(Given information):
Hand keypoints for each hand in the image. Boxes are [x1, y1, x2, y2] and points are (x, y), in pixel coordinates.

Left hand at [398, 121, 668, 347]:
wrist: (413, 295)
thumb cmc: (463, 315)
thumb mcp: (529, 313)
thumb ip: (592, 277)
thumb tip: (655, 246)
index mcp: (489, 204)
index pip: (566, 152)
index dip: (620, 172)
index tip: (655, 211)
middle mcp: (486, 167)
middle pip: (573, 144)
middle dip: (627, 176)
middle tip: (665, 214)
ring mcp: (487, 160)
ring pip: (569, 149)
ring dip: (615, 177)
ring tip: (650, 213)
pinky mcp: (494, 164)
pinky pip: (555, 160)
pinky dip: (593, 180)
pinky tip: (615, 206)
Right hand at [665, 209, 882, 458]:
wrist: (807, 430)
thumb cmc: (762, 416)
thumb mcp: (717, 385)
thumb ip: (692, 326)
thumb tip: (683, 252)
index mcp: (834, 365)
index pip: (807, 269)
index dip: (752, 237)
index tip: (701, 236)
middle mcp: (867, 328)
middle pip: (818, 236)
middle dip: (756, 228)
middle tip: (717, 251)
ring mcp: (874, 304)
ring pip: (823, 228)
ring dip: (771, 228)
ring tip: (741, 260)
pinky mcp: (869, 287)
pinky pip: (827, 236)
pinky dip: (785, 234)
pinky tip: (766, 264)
==
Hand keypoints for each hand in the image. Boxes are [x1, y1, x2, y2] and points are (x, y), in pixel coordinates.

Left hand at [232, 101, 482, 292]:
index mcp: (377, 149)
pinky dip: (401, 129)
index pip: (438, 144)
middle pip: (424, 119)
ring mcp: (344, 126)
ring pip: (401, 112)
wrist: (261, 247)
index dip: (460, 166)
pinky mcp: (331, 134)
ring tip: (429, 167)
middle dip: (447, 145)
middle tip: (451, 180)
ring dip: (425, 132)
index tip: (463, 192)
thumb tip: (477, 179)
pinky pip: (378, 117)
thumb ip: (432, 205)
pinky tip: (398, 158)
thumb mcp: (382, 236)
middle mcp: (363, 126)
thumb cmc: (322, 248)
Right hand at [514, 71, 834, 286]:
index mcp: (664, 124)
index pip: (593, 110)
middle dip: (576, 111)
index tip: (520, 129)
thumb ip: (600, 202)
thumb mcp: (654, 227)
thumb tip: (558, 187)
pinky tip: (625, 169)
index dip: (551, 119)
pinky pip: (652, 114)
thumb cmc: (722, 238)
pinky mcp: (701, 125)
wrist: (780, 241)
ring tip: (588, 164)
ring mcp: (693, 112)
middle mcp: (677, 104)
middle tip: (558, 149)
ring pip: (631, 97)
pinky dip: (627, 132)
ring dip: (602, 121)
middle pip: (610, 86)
==
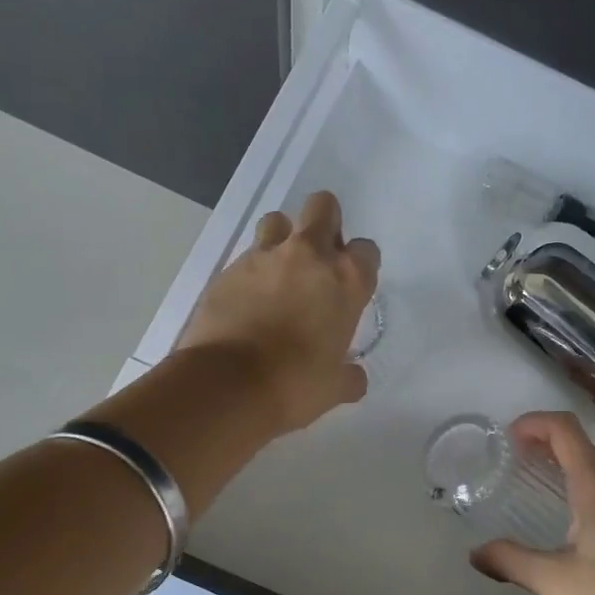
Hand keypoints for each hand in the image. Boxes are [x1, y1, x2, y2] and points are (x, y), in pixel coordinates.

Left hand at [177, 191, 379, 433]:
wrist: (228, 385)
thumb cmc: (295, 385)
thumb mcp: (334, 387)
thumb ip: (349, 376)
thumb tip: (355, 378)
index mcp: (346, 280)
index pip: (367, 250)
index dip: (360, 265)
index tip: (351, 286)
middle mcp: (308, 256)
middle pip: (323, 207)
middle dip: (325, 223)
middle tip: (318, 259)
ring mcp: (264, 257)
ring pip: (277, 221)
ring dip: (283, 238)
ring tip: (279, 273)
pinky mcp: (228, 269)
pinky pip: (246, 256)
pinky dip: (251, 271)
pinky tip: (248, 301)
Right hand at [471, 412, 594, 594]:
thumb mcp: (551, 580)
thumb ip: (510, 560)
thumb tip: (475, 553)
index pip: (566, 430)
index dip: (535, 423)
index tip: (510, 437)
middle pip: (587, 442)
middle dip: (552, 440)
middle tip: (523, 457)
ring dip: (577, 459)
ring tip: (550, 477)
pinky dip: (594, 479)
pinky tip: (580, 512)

(Assignment): Using the data above, tally each line that contains "Left". Write only the total.

(Final answer): 3